● **Exercise brief**
From the entries below, extract every line that includes the word "BOULEVARD".

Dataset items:
*** Block opens ***

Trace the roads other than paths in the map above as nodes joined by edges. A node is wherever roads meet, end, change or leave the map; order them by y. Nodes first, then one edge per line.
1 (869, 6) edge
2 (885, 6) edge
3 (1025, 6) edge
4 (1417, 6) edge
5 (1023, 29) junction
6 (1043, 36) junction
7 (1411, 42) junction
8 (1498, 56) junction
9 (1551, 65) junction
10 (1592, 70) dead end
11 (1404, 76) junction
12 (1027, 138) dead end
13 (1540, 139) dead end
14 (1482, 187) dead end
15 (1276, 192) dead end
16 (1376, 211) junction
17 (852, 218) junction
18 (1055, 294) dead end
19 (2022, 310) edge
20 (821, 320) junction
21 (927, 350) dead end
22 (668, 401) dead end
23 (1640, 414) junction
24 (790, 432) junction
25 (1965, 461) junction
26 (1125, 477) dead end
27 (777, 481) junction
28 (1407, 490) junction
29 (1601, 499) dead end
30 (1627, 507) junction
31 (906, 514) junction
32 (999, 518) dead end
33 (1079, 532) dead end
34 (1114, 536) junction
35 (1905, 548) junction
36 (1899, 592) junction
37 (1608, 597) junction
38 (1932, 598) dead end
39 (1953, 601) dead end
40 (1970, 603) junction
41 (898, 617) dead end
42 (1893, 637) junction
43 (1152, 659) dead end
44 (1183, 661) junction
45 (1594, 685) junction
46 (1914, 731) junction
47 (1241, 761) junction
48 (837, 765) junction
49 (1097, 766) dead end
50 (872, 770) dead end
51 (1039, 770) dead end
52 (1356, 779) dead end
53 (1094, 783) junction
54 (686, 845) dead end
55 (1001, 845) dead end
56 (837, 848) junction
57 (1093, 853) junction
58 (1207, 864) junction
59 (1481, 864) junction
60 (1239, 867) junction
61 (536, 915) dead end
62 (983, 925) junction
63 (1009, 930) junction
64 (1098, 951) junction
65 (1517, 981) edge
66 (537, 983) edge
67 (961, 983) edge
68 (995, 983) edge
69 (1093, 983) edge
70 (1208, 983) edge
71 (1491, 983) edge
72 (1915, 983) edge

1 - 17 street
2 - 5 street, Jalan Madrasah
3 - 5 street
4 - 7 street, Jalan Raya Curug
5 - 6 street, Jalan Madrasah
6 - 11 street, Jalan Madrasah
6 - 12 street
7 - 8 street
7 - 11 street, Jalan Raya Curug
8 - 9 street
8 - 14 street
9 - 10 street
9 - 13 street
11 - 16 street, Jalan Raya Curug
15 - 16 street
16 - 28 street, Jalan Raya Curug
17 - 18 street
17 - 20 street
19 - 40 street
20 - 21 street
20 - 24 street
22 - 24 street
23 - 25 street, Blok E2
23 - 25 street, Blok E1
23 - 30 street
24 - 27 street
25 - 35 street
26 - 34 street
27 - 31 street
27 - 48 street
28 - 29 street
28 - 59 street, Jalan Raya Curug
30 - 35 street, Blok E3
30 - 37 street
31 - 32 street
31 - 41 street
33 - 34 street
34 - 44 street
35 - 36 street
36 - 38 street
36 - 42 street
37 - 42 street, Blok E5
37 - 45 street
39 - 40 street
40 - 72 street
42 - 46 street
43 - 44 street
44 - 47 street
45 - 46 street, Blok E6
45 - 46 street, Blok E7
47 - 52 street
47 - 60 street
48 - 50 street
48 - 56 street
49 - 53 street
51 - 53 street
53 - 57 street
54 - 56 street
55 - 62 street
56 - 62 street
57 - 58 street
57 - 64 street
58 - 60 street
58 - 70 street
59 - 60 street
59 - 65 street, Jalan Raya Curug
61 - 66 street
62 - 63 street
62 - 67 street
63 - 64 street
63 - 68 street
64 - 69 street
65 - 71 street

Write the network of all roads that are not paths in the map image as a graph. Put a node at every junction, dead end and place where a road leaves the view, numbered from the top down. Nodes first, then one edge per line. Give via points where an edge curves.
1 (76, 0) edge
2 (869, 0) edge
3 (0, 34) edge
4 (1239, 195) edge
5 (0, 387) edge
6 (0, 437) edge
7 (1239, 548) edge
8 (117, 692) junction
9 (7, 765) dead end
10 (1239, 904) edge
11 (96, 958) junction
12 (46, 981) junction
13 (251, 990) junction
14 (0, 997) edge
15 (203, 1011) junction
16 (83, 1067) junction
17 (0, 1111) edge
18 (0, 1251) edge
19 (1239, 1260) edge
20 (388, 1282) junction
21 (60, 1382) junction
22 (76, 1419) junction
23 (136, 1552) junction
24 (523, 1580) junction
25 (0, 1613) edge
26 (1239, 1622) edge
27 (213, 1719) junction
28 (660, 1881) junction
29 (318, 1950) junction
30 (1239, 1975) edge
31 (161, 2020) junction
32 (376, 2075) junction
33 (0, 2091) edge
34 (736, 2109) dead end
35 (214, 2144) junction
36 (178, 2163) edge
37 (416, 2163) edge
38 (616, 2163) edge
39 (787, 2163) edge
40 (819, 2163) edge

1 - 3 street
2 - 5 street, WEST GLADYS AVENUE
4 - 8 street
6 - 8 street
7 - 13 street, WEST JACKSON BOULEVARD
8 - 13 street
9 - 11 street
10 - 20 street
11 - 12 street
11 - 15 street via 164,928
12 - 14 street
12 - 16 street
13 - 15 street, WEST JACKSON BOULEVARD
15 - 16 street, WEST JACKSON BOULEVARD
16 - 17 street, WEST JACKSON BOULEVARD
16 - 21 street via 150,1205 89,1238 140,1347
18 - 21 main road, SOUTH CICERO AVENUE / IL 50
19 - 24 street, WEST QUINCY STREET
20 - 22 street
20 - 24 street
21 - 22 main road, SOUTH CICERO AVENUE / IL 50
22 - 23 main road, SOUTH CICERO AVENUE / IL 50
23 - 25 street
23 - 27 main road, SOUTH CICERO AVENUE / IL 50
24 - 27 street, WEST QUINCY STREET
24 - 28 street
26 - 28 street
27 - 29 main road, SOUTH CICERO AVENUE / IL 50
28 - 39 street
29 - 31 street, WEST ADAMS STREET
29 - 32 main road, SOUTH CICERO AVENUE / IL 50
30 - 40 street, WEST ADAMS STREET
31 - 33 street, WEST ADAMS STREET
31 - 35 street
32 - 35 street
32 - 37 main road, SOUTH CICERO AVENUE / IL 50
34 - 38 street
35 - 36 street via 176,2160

*** Block closes ***

● **Solution to this problem**
7 - 13 street, WEST JACKSON BOULEVARD
13 - 15 street, WEST JACKSON BOULEVARD
15 - 16 street, WEST JACKSON BOULEVARD
16 - 17 street, WEST JACKSON BOULEVARD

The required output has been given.